Bryant's widow alleges she and her family suffered severe emotional distress after discovering that sheriff's deputies snapped and shared gruesome photos of the helicopter crash scene.
The legal fight between Bryant and the county intensified in previous weeks when county lawyers sought to have Bryant undergo a psychiatric examination in advance of the trial scheduled for February. Lawyers argued in court papers that she cannot have severe distress from crash photos she and the public have never seen. Eick denied the motion.
The county contends that Bryant's claims of emotional distress are based on allegations deputies showed accident site photos to other first responders and to a bartender.
However, the widow contends the photos were also shared with attendees at an awards show party, a customer at a Norwalk bar, a city firefighter who was not a county employee, the niece of a sheriff's deputy and a friend of another deputy.
"Contrary to plaintiff's claims, the photographs did not focus on the remains of any of the victims but were general views of the crash scene that first responders and investigators typically use to assess the damage caused by tragic accidents such as this one," according to the county's document.
"None of the photographs were sent to anyone outside the county, nor were they publicly disseminated."
The county apparently wants to show that any emotional distress came from the loss of family members, not the cell phone photos, which they claim Bryant has never seen and only learned about from newspaper reports.
"Mrs.
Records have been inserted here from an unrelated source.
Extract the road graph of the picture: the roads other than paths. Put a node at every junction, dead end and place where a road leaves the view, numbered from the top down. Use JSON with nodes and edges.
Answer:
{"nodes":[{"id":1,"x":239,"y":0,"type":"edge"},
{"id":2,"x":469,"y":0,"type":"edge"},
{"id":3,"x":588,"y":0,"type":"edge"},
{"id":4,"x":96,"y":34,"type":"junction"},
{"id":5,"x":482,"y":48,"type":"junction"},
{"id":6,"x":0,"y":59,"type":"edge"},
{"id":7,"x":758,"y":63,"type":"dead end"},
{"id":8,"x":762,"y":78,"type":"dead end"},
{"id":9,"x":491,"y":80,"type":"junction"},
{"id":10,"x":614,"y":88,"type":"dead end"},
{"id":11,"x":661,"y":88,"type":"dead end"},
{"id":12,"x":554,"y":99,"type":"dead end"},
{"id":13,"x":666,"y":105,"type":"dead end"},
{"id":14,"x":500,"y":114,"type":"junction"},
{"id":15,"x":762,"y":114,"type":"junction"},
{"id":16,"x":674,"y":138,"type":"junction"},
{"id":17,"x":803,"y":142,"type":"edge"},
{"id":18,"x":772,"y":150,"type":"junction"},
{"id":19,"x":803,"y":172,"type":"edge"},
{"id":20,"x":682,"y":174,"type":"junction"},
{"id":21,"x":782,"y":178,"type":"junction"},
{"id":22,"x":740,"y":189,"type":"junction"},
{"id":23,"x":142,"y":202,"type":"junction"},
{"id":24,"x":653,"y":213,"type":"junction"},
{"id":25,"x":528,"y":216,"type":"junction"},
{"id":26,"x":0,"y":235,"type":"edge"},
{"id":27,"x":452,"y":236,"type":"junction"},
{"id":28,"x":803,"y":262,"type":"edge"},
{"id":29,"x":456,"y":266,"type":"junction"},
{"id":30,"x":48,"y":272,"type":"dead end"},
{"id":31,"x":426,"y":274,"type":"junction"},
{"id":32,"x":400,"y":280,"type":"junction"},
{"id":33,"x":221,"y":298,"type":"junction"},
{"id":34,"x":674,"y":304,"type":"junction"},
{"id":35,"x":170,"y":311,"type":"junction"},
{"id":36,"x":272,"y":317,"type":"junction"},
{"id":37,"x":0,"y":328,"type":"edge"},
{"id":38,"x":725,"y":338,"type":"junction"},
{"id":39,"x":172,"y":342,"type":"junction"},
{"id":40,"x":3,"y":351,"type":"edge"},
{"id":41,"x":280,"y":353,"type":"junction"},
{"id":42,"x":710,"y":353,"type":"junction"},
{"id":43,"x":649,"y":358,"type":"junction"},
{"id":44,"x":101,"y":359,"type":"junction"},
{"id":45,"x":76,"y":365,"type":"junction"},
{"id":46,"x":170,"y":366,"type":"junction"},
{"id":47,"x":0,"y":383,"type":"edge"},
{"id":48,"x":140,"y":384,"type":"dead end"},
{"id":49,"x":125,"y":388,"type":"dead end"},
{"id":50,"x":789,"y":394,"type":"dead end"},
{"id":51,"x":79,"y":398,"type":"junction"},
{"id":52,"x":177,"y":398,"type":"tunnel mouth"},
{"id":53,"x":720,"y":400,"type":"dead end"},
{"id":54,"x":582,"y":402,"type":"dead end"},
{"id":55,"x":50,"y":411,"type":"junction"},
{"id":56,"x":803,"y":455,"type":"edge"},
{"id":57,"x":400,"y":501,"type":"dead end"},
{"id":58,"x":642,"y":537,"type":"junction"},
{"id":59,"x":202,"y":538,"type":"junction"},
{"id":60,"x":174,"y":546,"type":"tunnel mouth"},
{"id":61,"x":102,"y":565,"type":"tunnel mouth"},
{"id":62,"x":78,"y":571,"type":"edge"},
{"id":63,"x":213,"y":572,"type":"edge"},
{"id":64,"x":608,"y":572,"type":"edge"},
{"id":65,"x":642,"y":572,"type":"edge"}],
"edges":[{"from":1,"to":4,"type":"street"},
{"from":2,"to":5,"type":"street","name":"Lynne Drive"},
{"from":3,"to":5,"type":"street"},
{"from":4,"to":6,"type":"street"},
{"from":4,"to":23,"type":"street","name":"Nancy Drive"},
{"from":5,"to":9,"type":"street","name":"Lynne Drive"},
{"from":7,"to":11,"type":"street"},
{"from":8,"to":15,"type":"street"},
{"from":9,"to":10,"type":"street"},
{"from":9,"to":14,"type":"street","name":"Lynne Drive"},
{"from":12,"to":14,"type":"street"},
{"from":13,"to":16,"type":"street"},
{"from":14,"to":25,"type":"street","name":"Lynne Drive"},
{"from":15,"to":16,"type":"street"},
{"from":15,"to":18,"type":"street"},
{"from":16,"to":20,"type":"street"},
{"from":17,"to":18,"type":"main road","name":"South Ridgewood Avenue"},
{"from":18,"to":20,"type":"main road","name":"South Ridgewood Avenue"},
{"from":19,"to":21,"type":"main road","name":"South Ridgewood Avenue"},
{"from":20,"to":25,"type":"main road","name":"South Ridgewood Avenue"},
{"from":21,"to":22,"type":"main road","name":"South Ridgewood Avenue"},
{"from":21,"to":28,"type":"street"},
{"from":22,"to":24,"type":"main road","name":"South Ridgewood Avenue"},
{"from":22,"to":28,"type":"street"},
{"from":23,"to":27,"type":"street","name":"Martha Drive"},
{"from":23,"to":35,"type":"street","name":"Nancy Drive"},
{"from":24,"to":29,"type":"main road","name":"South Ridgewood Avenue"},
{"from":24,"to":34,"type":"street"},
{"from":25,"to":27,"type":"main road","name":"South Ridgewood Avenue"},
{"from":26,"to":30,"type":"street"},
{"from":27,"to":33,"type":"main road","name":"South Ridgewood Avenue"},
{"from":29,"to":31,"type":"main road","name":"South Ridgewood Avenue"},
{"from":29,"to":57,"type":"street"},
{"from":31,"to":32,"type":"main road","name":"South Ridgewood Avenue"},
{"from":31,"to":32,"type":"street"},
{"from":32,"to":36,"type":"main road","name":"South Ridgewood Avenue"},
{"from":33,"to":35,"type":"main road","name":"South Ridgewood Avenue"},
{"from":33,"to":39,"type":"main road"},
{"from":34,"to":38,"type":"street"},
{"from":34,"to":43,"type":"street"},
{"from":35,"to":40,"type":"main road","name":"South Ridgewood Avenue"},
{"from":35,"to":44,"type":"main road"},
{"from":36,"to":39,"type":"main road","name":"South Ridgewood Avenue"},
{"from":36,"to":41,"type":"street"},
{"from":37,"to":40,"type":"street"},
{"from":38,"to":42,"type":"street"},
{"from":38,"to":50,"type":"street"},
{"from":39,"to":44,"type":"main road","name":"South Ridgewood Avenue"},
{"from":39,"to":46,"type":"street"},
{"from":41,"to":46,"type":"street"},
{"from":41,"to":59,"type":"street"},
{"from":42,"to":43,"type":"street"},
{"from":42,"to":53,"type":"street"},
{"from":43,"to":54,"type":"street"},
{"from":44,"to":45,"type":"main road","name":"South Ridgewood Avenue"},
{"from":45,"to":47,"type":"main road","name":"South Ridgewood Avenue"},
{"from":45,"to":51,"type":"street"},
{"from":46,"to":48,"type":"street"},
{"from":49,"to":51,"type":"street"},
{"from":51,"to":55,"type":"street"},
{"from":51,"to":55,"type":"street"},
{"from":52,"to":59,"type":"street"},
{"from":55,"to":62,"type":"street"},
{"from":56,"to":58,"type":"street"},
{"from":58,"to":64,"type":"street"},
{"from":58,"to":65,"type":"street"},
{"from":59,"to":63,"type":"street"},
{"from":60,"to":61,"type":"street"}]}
Bryant seeks millions of dollars in damages for severe emotional distress, anxiety and mental anguish allegedly caused by the public dissemination of photographs, which has not happened," the filing states.
"She also seeks damages for defendants' allegedly 'compounding the trauma' of losing her husband and daughter. Plaintiff claims she is depressed and has trouble sleeping. Her damages claims are premised entirely on these mental and emotional injuries. Plaintiff's therapy records go directly to her emotional condition, which she has put squarely at issue in this lawsuit."
Bryant won a separate legal victory in the case when Villanueva and Fire Department Chief Daryl Osby were ordered to be deposed in the case. The sheriff testified under oath last week, and it was not immediately known if Osby has been deposed.